Collect every line of the records below that contains the word "Haynes".

Saved data entries:
□ □ □ □ □ □ □

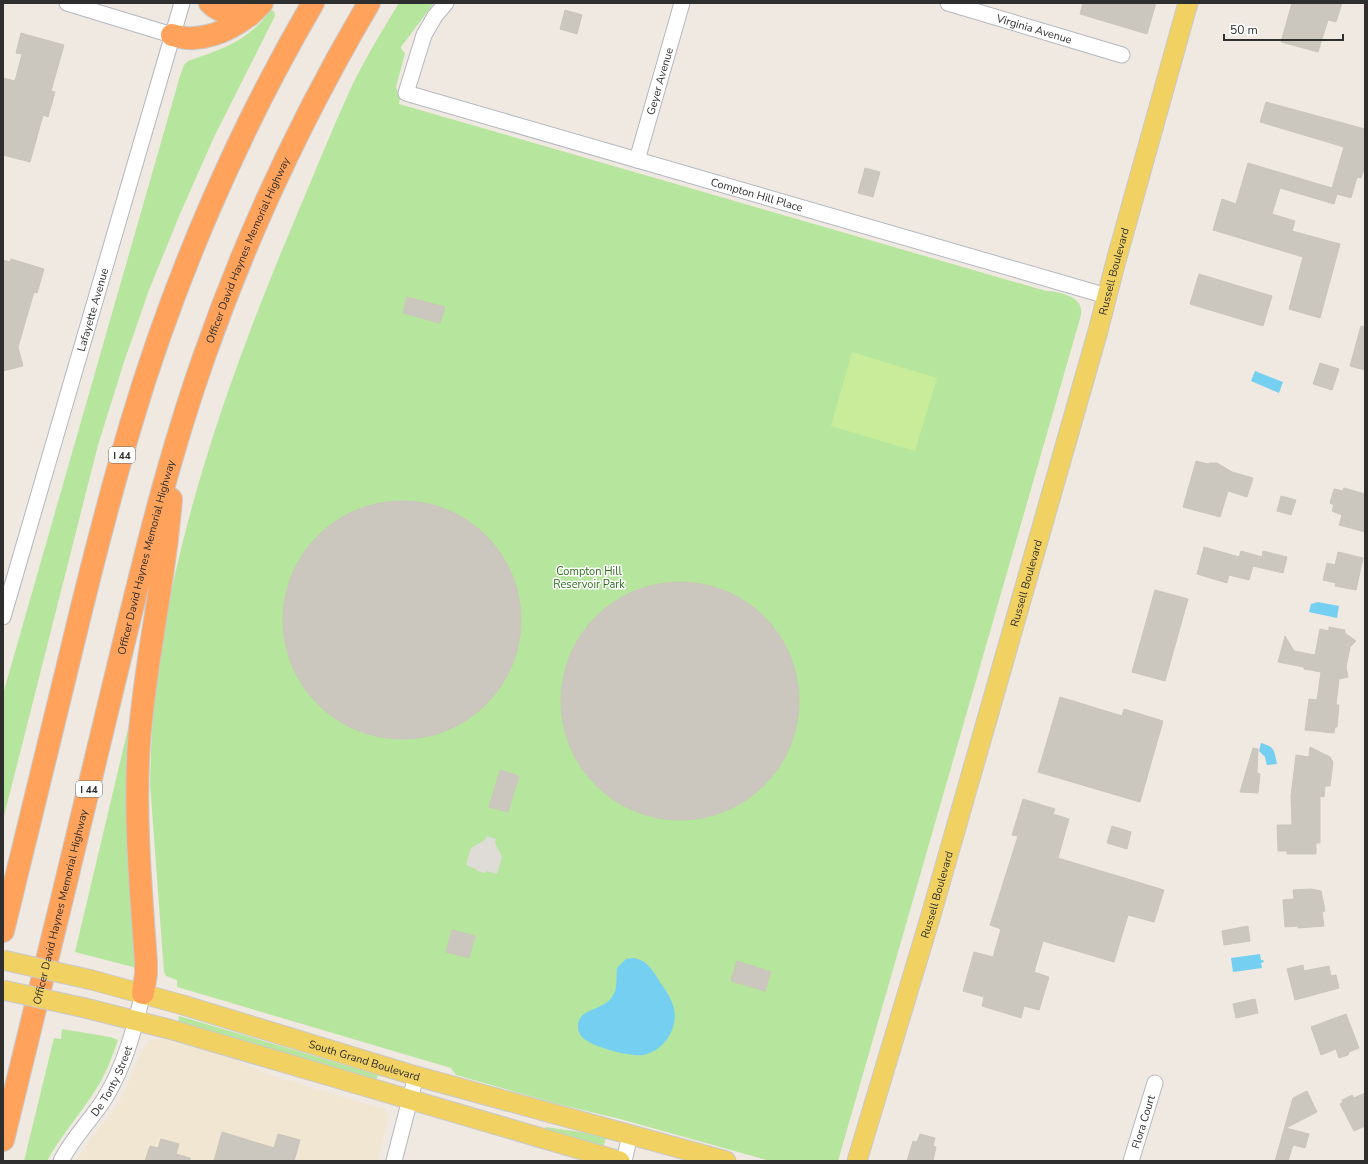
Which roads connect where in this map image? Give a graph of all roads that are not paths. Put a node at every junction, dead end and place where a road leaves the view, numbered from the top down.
1 (68, 3) edge
2 (182, 3) edge
3 (210, 3) edge
4 (312, 3) edge
5 (369, 3) edge
6 (446, 3) edge
7 (682, 3) edge
8 (948, 3) edge
9 (1188, 3) edge
10 (256, 9) edge
11 (172, 35) junction
12 (1122, 55) dead end
13 (637, 160) junction
14 (1107, 296) junction
15 (177, 439) junction
16 (3, 617) edge
17 (3, 931) edge
18 (3, 960) edge
19 (3, 990) edge
20 (143, 994) junction
21 (137, 1020) junction
22 (416, 1076) junction
23 (1155, 1083) dead end
24 (409, 1100) junction
25 (630, 1135) junction
26 (3, 1140) edge
27 (62, 1161) edge
28 (394, 1161) edge
29 (620, 1161) edge
30 (624, 1161) edge
31 (726, 1161) edge
32 (857, 1161) edge
33 (1131, 1161) edge

1 - 11 street
2 - 11 street, Lafayette Avenue
3 - 10 highway
4 - 17 highway, I 44
5 - 15 highway, Officer David Haynes Memorial Highway / I 44
6 - 13 street, Compton Hill Place
7 - 13 street, Geyer Avenue
8 - 12 street, Virginia Avenue
9 - 14 main road, Russell Boulevard
10 - 11 highway
11 - 16 street, Lafayette Avenue
13 - 14 street, Compton Hill Place
14 - 32 main road, Russell Boulevard
15 - 20 highway
15 - 26 highway, Officer David Haynes Memorial Highway / I 44
18 - 20 main road, South Grand Boulevard, bridge
19 - 21 main road, bridge
20 - 21 street, De Tonty Street
20 - 22 main road, South Grand Boulevard
21 - 24 main road
21 - 27 street, De Tonty Street
22 - 24 street
22 - 25 main road, South Grand Boulevard
23 - 33 street, Flora Court
24 - 28 street
24 - 29 main road
25 - 30 street
25 - 31 main road, South Grand Boulevard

□ □ □ □ □ □ □

## Worked solution
5 - 15 highway, Officer David Haynes Memorial Highway / I 44
15 - 26 highway, Officer David Haynes Memorial Highway / I 44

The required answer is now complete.